Stored data entries:
↓

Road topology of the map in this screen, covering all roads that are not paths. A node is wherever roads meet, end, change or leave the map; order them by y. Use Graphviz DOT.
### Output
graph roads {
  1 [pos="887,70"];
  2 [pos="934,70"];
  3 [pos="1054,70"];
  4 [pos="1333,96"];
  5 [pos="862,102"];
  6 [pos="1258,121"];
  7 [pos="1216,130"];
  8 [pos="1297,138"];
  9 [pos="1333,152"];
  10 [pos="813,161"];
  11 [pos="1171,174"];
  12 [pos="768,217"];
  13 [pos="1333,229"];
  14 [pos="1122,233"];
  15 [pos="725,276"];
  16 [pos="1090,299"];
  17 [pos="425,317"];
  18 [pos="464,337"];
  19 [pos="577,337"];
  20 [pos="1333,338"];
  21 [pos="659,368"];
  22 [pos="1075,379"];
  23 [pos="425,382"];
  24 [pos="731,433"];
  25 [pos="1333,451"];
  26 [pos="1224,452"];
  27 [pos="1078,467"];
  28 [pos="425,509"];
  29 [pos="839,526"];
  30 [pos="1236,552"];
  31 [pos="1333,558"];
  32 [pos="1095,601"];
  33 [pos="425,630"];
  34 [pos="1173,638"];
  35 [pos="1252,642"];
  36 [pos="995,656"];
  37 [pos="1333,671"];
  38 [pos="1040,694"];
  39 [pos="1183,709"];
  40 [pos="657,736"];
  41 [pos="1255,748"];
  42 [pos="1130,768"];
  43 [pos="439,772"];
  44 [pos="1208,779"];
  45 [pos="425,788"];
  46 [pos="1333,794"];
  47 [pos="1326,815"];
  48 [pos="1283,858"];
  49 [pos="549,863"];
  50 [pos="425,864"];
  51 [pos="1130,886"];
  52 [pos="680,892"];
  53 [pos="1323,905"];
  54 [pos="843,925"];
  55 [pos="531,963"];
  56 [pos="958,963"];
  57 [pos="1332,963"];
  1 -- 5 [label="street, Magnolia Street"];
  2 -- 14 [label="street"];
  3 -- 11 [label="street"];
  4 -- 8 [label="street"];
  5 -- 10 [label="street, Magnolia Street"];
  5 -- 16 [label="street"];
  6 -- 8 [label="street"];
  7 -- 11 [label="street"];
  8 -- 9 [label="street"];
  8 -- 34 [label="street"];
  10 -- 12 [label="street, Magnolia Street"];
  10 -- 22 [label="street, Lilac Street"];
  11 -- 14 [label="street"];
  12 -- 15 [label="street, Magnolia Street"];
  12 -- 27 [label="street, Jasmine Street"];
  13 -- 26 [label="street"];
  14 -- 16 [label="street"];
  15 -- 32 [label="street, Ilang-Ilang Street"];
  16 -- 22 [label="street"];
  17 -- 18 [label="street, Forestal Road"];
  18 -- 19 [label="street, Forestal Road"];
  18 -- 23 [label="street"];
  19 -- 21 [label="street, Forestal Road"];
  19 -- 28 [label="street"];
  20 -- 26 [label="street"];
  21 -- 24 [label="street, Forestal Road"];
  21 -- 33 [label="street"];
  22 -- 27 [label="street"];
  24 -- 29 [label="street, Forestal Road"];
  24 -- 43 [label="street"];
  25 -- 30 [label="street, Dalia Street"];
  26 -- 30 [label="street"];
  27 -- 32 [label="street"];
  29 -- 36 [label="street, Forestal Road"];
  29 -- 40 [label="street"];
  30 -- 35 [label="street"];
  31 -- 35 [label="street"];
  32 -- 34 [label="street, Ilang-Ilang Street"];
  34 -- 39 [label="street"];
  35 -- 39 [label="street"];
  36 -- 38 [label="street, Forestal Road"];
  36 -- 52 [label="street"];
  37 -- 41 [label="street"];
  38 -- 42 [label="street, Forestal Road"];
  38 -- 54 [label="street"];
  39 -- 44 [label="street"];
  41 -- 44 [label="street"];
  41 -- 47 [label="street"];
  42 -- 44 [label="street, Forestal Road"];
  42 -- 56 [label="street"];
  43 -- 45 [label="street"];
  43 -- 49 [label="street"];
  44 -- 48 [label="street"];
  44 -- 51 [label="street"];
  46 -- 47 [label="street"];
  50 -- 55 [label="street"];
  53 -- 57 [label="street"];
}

↑

In the lines above, find the word "Magnolia" and copy every line it occurs in.

= ANSWER SPACE =
  1 -- 5 [label="street, Magnolia Street"];
  5 -- 10 [label="street, Magnolia Street"];
  10 -- 12 [label="street, Magnolia Street"];
  12 -- 15 [label="street, Magnolia Street"];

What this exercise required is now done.